When it comes to exploiting user-generated content though, there remain three undisputed kings. To give them credit from a marketing perspective, they all kept focused on their key proposition — in turn, information, creativity and connection — but how you feel about each ad may well depend on how you feel about each brand. Certainly, none of the adverts gave any indication as to how each company was using its gargantuan reach and resources to help.
Google’s ‘Thank You Healthcare Workers’ took the safest road, keeping the focus on the newly-anointed superheroes and a simple message to stay home and use Google to find out how to stay safe. It’s… fine.
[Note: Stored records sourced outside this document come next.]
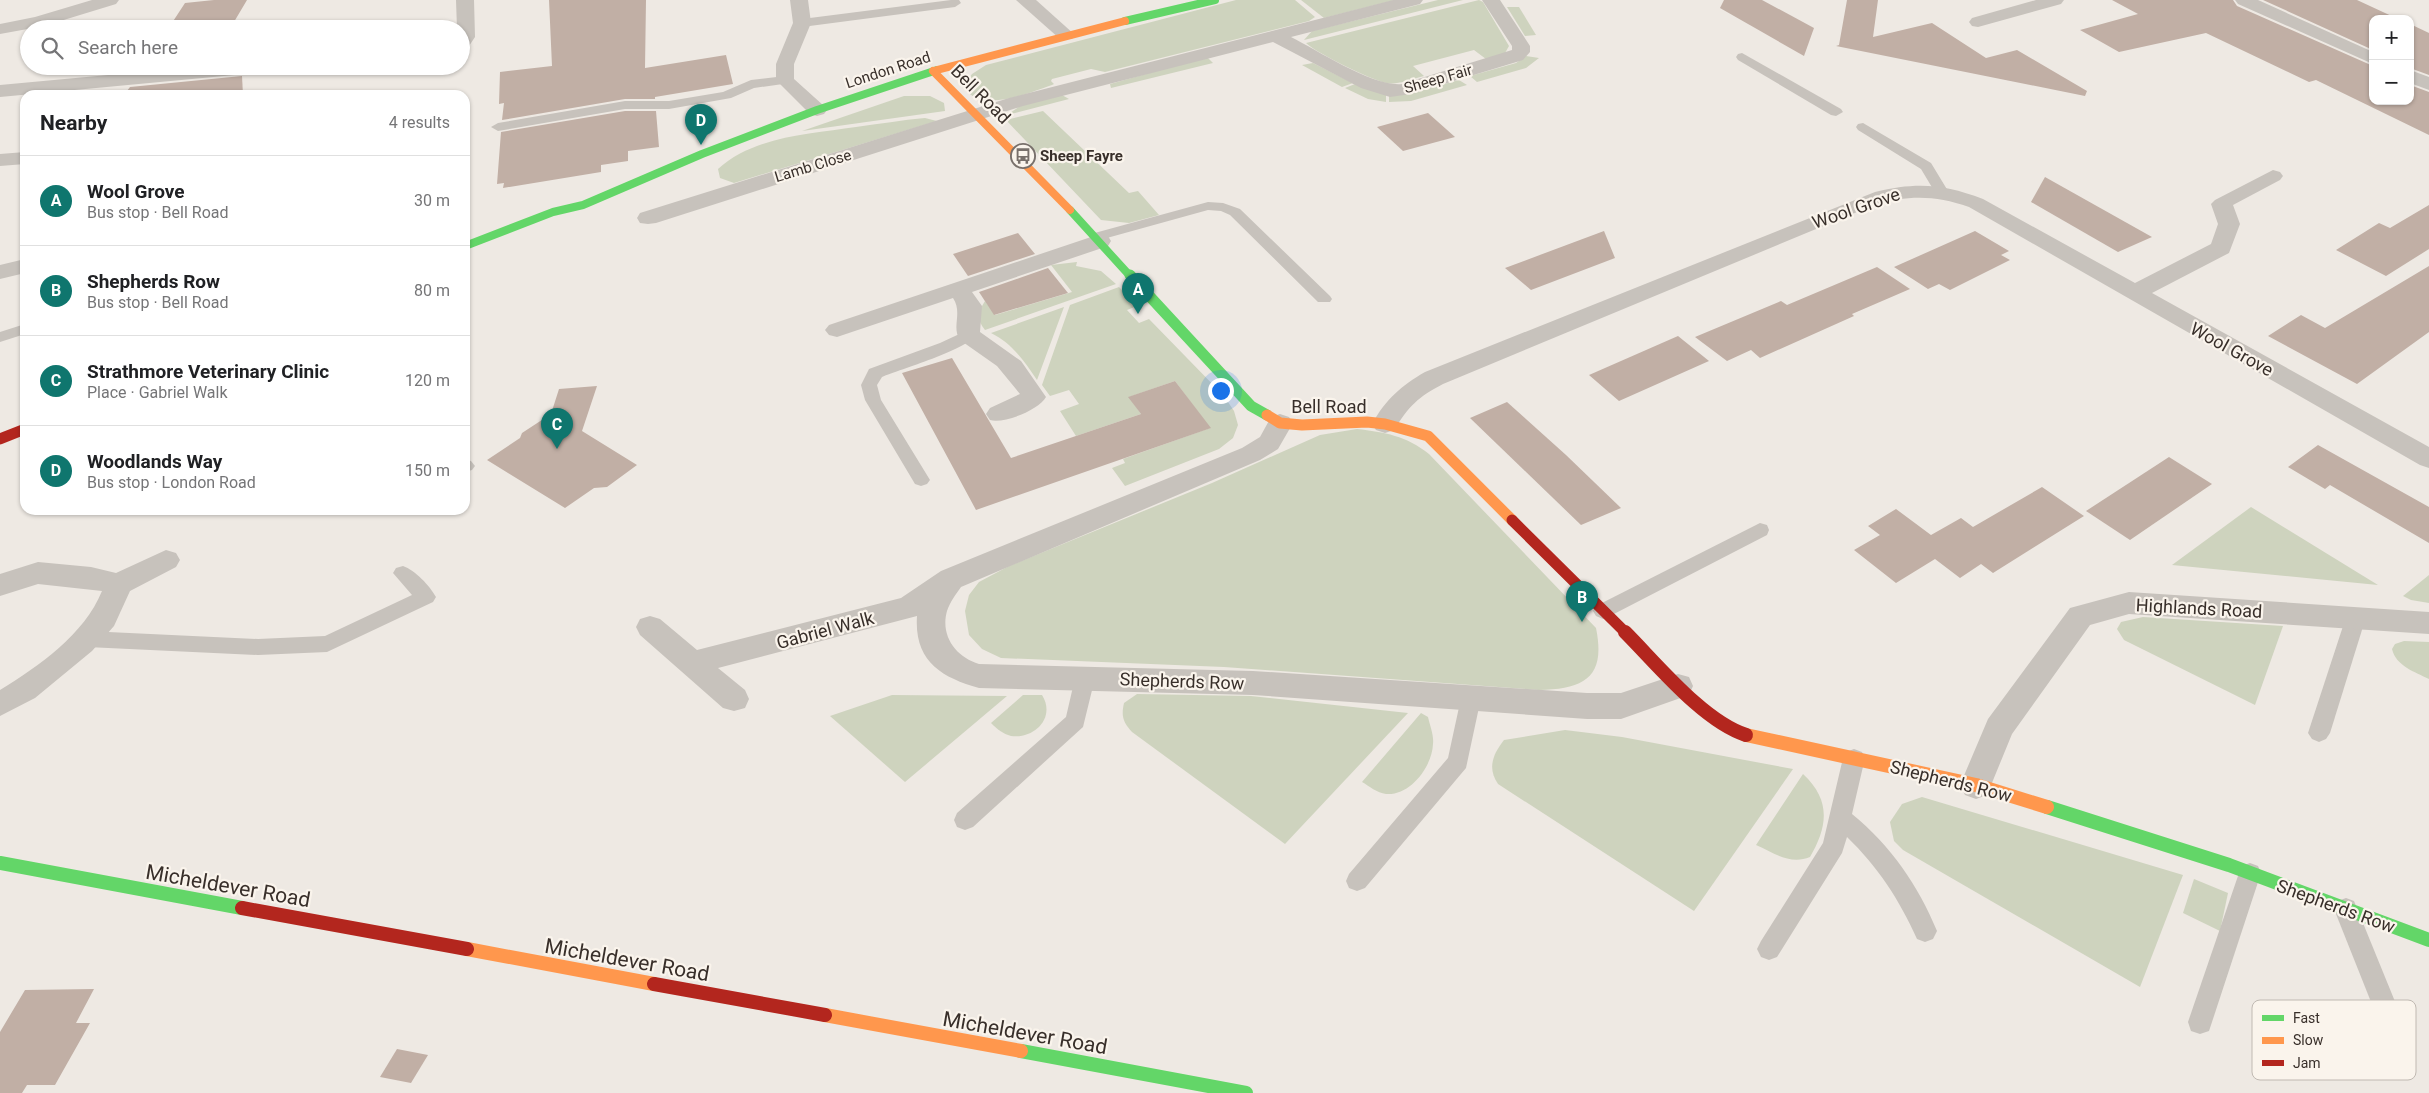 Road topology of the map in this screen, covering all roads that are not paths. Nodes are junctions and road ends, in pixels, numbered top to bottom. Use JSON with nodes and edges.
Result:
{"nodes":[{"id":1,"x":110,"y":0,"type":"edge"},
{"id":2,"x":465,"y":0,"type":"edge"},
{"id":3,"x":799,"y":0,"type":"edge"},
{"id":4,"x":1025,"y":0,"type":"edge"},
{"id":5,"x":1216,"y":0,"type":"edge"},
{"id":6,"x":1414,"y":0,"type":"edge"},
{"id":7,"x":1491,"y":0,"type":"edge"},
{"id":8,"x":2054,"y":0,"type":"edge"},
{"id":9,"x":2244,"y":0,"type":"edge"},
{"id":10,"x":955,"y":3,"type":"dead end"},
{"id":11,"x":45,"y":20,"type":"edge"},
{"id":12,"x":466,"y":20,"type":"edge"},
{"id":13,"x":1978,"y":22,"type":"dead end"},
{"id":14,"x":802,"y":24,"type":"junction"},
{"id":15,"x":20,"y":25,"type":"edge"},
{"id":16,"x":0,"y":29,"type":"edge"},
{"id":17,"x":1066,"y":35,"type":"junction"},
{"id":18,"x":1274,"y":35,"type":"junction"},
{"id":19,"x":1742,"y":57,"type":"dead end"},
{"id":20,"x":2369,"y":57,"type":"edge"},
{"id":21,"x":933,"y":71,"type":"junction"},
{"id":22,"x":172,"y":75,"type":"edge"},
{"id":23,"x":2414,"y":78,"type":"edge"},
{"id":24,"x":785,"y":80,"type":"junction"},
{"id":25,"x":2429,"y":84,"type":"edge"},
{"id":26,"x":0,"y":91,"type":"edge"},
{"id":27,"x":817,"y":110,"type":"junction"},
{"id":28,"x":1836,"y":112,"type":"dead end"},
{"id":29,"x":978,"y":115,"type":"junction"},
{"id":30,"x":498,"y":127,"type":"dead end"},
{"id":31,"x":1863,"y":127,"type":"dead end"},
{"id":32,"x":20,"y":158,"type":"edge"},
{"id":33,"x":0,"y":160,"type":"edge"},
{"id":34,"x":2273,"y":176,"type":"dead end"},
{"id":35,"x":1941,"y":191,"type":"junction"},
{"id":36,"x":583,"y":206,"type":"junction"},
{"id":37,"x":648,"y":218,"type":"dead end"},
{"id":38,"x":1098,"y":239,"type":"junction"},
{"id":39,"x":508,"y":242,"type":"dead end"},
{"id":40,"x":470,"y":244,"type":"edge"},
{"id":41,"x":20,"y":267,"type":"edge"},
{"id":42,"x":0,"y":272,"type":"edge"},
{"id":43,"x":958,"y":288,"type":"junction"},
{"id":44,"x":2134,"y":294,"type":"junction"},
{"id":45,"x":1324,"y":298,"type":"dead end"},
{"id":46,"x":837,"y":330,"type":"dead end"},
{"id":47,"x":20,"y":331,"type":"edge"},
{"id":48,"x":968,"y":334,"type":"junction"},
{"id":49,"x":0,"y":337,"type":"edge"},
{"id":50,"x":999,"y":414,"type":"dead end"},
{"id":51,"x":1280,"y":423,"type":"junction"},
{"id":52,"x":1385,"y":424,"type":"junction"},
{"id":53,"x":20,"y":431,"type":"edge"},
{"id":54,"x":0,"y":438,"type":"edge"},
{"id":55,"x":2429,"y":459,"type":"edge"},
{"id":56,"x":921,"y":480,"type":"dead end"},
{"id":57,"x":1760,"y":530,"type":"dead end"},
{"id":58,"x":166,"y":560,"type":"dead end"},
{"id":59,"x":404,"y":573,"type":"dead end"},
{"id":60,"x":951,"y":579,"type":"junction"},
{"id":61,"x":120,"y":584,"type":"junction"},
{"id":62,"x":0,"y":585,"type":"edge"},
{"id":63,"x":1603,"y":611,"type":"junction"},
{"id":64,"x":2356,"y":617,"type":"junction"},
{"id":65,"x":2429,"y":622,"type":"edge"},
{"id":66,"x":650,"y":627,"type":"dead end"},
{"id":67,"x":87,"y":639,"type":"junction"},
{"id":68,"x":692,"y":663,"type":"junction"},
{"id":69,"x":1085,"y":678,"type":"junction"},
{"id":70,"x":1678,"y":686,"type":"junction"},
{"id":71,"x":1470,"y":698,"type":"junction"},
{"id":72,"x":734,"y":699,"type":"dead end"},
{"id":73,"x":0,"y":704,"type":"edge"},
{"id":74,"x":2319,"y":733,"type":"dead end"},
{"id":75,"x":1854,"y":758,"type":"junction"},
{"id":76,"x":1976,"y":785,"type":"junction"},
{"id":77,"x":1840,"y":818,"type":"junction"},
{"id":78,"x":965,"y":820,"type":"dead end"},
{"id":79,"x":0,"y":863,"type":"edge"},
{"id":80,"x":2250,"y":873,"type":"junction"},
{"id":81,"x":1357,"y":882,"type":"dead end"},
{"id":82,"x":2346,"y":909,"type":"junction"},
{"id":83,"x":1925,"y":931,"type":"dead end"},
{"id":84,"x":2429,"y":940,"type":"edge"},
{"id":85,"x":1769,"y":949,"type":"dead end"},
{"id":86,"x":2382,"y":1000,"type":"edge"},
{"id":87,"x":2200,"y":1022,"type":"dead end"},
{"id":88,"x":1246,"y":1093,"type":"edge"}],
"edges":[{"from":1,"to":11,"type":"street"},
{"from":2,"to":12,"type":"street"},
{"from":3,"to":14,"type":"street"},
{"from":4,"to":17,"type":"street"},
{"from":5,"to":17,"type":"street","name":"London Road"},
{"from":6,"to":18,"type":"street"},
{"from":7,"to":18,"type":"street","name":"Sheep Fair"},
{"from":8,"to":13,"type":"street"},
{"from":9,"to":20,"type":"street"},
{"from":10,"to":14,"type":"lane"},
{"from":14,"to":24,"type":"street"},
{"from":15,"to":16,"type":"street"},
{"from":17,"to":21,"type":"street","name":"London Road"},
{"from":18,"to":29,"type":"street"},
{"from":19,"to":28,"type":"lane"},
{"from":21,"to":27,"type":"street","name":"London Road"},
{"from":21,"to":29,"type":"street","name":"Bell Road"},
{"from":22,"to":26,"type":"street"},
{"from":23,"to":25,"type":"street"},
{"from":24,"to":27,"type":"street"},
{"from":24,"to":30,"type":"lane"},
{"from":27,"to":36,"type":"street","name":"London Road"},
{"from":29,"to":37,"type":"street","name":"Lamb Close"},
{"from":29,"to":38,"type":"street","name":"Bell Road"},
{"from":31,"to":35,"type":"lane"},
{"from":32,"to":33,"type":"street"},
{"from":34,"to":44,"type":"street"},
{"from":35,"to":44,"type":"street","name":"Wool Grove"},
{"from":35,"to":52,"type":"street","name":"Wool Grove"},
{"from":36,"to":39,"type":"street","name":"London Road"},
{"from":36,"to":40,"type":"street","name":"London Road"},
{"from":38,"to":43,"type":"street"},
{"from":38,"to":45,"type":"lane"},
{"from":38,"to":51,"type":"street","name":"Bell Road"},
{"from":41,"to":42,"type":"street"},
{"from":43,"to":46,"type":"street"},
{"from":43,"to":48,"type":"street"},
{"from":44,"to":55,"type":"street","name":"Wool Grove"},
{"from":47,"to":49,"type":"lane"},
{"from":48,"to":50,"type":"street"},
{"from":48,"to":56,"type":"lane"},
{"from":51,"to":52,"type":"street","name":"Bell Road"},
{"from":51,"to":60,"type":"street"},
{"from":52,"to":63,"type":"street","name":"Bell Road"},
{"from":53,"to":54,"type":"street"},
{"from":57,"to":63,"type":"lane"},
{"from":58,"to":61,"type":"street"},
{"from":59,"to":67,"type":"lane"},
{"from":60,"to":68,"type":"street","name":"Gabriel Walk"},
{"from":60,"to":69,"type":"street","name":"Shepherds Row"},
{"from":61,"to":62,"type":"street"},
{"from":61,"to":67,"type":"street"},
{"from":63,"to":70,"type":"street","name":"Bell Road"},
{"from":64,"to":65,"type":"street","name":"Highlands Road"},
{"from":64,"to":74,"type":"lane"},
{"from":64,"to":76,"type":"street","name":"Highlands Road"},
{"from":66,"to":68,"type":"street"},
{"from":67,"to":73,"type":"street"},
{"from":68,"to":72,"type":"street"},
{"from":69,"to":71,"type":"street","name":"Shepherds Row"},
{"from":69,"to":78,"type":"lane"},
{"from":70,"to":71,"type":"street","name":"Shepherds Row"},
{"from":70,"to":75,"type":"street","name":"Shepherds Row"},
{"from":71,"to":81,"type":"lane"},
{"from":75,"to":76,"type":"street","name":"Shepherds Row"},
{"from":75,"to":77,"type":"lane"},
{"from":76,"to":80,"type":"street","name":"Shepherds Row"},
{"from":77,"to":83,"type":"lane"},
{"from":77,"to":85,"type":"lane"},
{"from":79,"to":88,"type":"street","name":"Micheldever Road"},
{"from":80,"to":82,"type":"street","name":"Shepherds Row"},
{"from":80,"to":87,"type":"lane"},
{"from":82,"to":84,"type":"street","name":"Shepherds Row"},
{"from":82,"to":86,"type":"lane"}]}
Apple’s ‘Creativity Goes On’ mixes footage of inventive plebs like us painting and making music and whatnot, with celebrities’ own efforts at lockdown creativity. See how John Krasinski uses reams of paper to raise his MacBook to just the right height for recording his new online show? He’s just like you or I! To be fair, it’s a decent if overlong ad, and does reflect what many of us are doing at home. In fact, I’m sat in my home office, typing on my MacBook right now….
Which left it to Facebook to lay the goose egg with ‘We’re never lost if we can find each other.’
Opening with (presumably) stock shots of empty streets and public buildings, selected passages from Kate Tempest’s ‘People’s Faces’ underscore a bizarre mishmash of what are meant to be uplifting images (again, presumably) with what are definitely the opposite. People wearing gas masks in their own home, pop-up hospitals and knackered medical staff are intercut smiling babies and grandmothers. One back-to-back edit pairs a shot of two people hugging in the street with another of a mask-wearing patient pressing her hands up against the glass, her barrier to human connection.
Perhaps the most astonishing element though is the misuse of music (poetry and music, in this instance). “Was that a pivotal historical moment We just went stumbling past?” no doubt seemed like a clever inclusion, but slapped onto a video at the end of March when curves were by no means flattening smacks of a desperation to label an unfolding crisis as historical record, too soon. Similarly, “Feeling like …we’re going to buckle underneath the trouble Like any minute now The struggle’s going to finish us” is an oddly grim position to take in the early days of a crisis which we all expect to be living with for some time to come.
The inclusion of “So come a little closer Give me something to grasp” isn’t just tone-deaf, it’s also in direct opposition to the message the ad is supposed to convey: we can’t be together in person, so connect through Facebook. They manage to score the open goal by the end, pairing “I love people’s faces” with footage of users smiling hopefully. Coming after 90 seconds of muddled messaging though, it leaves the viewer all too aware that ultimately, all that Facebook has to sell to us is ourselves.
PS: although he may officially only have been speaking to his fellow Californians, and although this isn’t a TV advert, Larry David’s PSA was on-message, and on-brand. Pretty, pretty, pretty, pretty good.